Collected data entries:
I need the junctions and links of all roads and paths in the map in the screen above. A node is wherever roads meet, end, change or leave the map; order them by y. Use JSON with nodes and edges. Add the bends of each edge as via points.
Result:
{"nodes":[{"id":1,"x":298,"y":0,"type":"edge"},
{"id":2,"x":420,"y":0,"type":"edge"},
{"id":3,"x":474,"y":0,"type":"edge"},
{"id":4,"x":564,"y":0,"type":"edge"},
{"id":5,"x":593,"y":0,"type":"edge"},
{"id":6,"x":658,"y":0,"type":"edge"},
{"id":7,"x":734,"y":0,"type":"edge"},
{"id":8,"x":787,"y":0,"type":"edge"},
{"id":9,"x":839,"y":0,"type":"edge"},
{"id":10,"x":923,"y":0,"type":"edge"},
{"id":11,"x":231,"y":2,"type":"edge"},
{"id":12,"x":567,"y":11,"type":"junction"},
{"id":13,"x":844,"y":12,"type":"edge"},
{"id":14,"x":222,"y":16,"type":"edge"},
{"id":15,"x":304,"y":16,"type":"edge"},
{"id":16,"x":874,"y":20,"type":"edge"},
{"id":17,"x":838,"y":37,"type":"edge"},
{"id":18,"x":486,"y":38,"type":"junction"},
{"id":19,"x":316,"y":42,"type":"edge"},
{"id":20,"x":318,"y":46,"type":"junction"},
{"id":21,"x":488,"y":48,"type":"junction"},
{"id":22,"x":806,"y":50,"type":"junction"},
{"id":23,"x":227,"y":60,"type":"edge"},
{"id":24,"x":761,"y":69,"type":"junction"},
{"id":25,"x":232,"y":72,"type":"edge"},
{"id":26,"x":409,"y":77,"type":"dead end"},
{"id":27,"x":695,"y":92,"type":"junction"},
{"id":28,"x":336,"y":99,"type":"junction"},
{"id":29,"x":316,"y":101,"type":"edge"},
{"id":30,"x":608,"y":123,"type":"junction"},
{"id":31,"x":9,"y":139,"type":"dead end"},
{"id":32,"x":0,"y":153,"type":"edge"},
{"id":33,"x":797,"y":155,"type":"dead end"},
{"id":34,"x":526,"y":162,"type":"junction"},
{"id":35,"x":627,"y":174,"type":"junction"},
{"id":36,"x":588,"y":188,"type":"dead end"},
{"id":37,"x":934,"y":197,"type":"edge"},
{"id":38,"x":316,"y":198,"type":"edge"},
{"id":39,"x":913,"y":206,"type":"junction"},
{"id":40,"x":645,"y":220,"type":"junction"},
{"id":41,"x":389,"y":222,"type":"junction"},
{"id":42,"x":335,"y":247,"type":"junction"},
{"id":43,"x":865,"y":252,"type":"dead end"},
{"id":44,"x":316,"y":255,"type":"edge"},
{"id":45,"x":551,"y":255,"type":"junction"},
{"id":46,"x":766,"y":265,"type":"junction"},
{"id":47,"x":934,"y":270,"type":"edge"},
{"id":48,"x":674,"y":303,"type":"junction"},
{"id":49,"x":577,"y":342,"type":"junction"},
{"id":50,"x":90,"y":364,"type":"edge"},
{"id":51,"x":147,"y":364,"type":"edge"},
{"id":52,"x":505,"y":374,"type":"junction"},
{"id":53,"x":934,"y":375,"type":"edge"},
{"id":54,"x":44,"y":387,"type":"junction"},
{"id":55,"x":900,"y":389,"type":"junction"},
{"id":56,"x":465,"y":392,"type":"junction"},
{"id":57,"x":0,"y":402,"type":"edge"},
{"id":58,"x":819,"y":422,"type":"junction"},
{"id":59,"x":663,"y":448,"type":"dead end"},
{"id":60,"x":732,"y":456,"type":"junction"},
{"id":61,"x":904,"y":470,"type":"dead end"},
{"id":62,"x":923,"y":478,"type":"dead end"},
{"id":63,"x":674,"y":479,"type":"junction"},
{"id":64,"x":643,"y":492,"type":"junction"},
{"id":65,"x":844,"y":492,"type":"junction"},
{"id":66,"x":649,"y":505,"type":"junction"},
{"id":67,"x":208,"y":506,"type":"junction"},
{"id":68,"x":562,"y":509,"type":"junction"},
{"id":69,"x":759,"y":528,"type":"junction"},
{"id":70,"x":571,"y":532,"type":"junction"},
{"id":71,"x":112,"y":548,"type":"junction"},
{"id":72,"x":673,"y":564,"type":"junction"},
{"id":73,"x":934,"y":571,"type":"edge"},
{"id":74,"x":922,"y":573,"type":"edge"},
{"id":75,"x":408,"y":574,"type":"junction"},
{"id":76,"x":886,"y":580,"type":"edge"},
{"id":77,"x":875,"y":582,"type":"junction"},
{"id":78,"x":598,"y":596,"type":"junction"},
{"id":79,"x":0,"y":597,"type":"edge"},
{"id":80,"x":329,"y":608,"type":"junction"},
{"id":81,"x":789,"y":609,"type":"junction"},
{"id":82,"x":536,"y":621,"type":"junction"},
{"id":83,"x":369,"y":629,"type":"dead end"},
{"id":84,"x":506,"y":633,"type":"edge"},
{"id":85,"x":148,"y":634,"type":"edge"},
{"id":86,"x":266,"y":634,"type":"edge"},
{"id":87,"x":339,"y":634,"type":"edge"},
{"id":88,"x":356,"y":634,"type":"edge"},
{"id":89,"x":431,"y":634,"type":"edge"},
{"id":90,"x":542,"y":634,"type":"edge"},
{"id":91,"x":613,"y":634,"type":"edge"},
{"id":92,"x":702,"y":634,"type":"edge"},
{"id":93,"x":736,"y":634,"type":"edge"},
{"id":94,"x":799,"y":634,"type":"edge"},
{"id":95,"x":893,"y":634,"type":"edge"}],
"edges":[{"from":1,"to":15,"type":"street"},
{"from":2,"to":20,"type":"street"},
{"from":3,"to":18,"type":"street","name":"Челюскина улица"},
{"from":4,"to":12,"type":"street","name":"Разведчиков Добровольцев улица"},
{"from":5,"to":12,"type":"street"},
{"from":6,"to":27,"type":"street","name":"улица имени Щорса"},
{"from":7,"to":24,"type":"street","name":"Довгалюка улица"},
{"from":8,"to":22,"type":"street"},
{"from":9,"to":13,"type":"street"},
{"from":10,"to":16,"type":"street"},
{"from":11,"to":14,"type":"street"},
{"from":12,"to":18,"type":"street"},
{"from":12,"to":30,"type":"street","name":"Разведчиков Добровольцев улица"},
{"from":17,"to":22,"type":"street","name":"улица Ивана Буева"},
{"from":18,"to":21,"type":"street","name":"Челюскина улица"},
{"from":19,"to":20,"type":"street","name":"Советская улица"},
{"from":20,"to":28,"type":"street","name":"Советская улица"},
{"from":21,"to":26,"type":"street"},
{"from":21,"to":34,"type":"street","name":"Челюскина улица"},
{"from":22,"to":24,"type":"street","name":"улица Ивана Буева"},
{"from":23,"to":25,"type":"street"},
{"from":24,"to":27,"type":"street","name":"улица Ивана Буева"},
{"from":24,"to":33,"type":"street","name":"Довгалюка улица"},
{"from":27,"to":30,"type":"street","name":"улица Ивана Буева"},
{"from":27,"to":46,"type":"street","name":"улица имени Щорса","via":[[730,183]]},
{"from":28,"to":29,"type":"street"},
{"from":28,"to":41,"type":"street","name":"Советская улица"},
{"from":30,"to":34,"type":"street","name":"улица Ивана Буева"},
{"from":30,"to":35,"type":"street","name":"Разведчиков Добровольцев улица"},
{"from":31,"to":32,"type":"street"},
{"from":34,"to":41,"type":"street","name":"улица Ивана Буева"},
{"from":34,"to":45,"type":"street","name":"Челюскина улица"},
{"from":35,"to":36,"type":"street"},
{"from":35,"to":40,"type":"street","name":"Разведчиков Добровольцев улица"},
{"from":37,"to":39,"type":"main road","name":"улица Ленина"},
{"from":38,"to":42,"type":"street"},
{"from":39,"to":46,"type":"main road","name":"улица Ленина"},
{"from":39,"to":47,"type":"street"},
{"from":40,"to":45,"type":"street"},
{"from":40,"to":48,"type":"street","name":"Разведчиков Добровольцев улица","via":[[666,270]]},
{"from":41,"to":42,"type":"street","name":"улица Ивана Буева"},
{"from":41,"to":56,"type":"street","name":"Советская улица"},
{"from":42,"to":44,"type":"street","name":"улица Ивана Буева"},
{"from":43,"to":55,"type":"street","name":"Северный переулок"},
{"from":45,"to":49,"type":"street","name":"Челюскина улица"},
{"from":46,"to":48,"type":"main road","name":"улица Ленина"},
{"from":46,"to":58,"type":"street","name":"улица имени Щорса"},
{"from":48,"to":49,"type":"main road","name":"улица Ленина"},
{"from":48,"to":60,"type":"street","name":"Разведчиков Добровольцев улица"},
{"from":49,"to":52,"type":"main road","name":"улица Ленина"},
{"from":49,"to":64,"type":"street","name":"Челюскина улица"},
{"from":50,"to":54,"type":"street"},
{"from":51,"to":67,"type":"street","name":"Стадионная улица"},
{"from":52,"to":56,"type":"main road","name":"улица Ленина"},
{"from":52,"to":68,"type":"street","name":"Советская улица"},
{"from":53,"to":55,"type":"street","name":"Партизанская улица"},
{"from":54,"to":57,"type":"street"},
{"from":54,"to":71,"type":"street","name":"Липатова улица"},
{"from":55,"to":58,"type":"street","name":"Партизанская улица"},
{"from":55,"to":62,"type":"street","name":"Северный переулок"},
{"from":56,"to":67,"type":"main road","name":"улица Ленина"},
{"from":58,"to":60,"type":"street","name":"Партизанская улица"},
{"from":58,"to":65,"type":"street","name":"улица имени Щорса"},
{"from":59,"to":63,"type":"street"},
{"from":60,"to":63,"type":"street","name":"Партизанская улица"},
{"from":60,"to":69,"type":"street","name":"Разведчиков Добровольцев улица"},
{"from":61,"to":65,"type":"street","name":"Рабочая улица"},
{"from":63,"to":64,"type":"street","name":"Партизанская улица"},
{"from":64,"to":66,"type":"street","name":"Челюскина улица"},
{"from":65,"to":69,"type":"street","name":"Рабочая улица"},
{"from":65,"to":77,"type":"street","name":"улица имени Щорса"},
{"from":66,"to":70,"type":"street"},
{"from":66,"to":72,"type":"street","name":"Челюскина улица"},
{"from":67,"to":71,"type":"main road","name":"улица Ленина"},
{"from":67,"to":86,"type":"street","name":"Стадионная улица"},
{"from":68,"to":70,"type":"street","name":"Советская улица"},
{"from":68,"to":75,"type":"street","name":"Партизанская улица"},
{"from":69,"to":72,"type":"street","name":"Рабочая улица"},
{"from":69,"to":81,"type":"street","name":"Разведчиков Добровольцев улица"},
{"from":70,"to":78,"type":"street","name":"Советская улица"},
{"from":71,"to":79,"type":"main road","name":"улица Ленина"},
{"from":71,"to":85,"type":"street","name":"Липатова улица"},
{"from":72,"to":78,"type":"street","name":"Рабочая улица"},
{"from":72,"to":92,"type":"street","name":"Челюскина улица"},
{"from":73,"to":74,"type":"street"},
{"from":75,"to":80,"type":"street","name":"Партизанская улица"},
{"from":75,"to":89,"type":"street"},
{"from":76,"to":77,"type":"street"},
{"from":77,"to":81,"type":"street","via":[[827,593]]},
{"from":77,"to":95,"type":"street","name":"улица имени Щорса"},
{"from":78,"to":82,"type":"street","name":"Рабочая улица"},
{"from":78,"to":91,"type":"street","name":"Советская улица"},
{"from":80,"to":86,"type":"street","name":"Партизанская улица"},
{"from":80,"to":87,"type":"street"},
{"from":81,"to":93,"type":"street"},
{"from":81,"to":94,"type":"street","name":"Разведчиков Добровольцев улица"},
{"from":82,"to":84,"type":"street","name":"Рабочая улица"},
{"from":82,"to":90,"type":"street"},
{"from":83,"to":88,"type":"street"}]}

→ **WHAT YOU ARE ASKED TO DO**:
Wherever the string "Липатова" appears in a line above, copy that line.

→ **RESULT BELOW**:
{"from":54,"to":71,"type":"street","name":"Липатова улица"},
{"from":71,"to":85,"type":"street","name":"Липатова улица"},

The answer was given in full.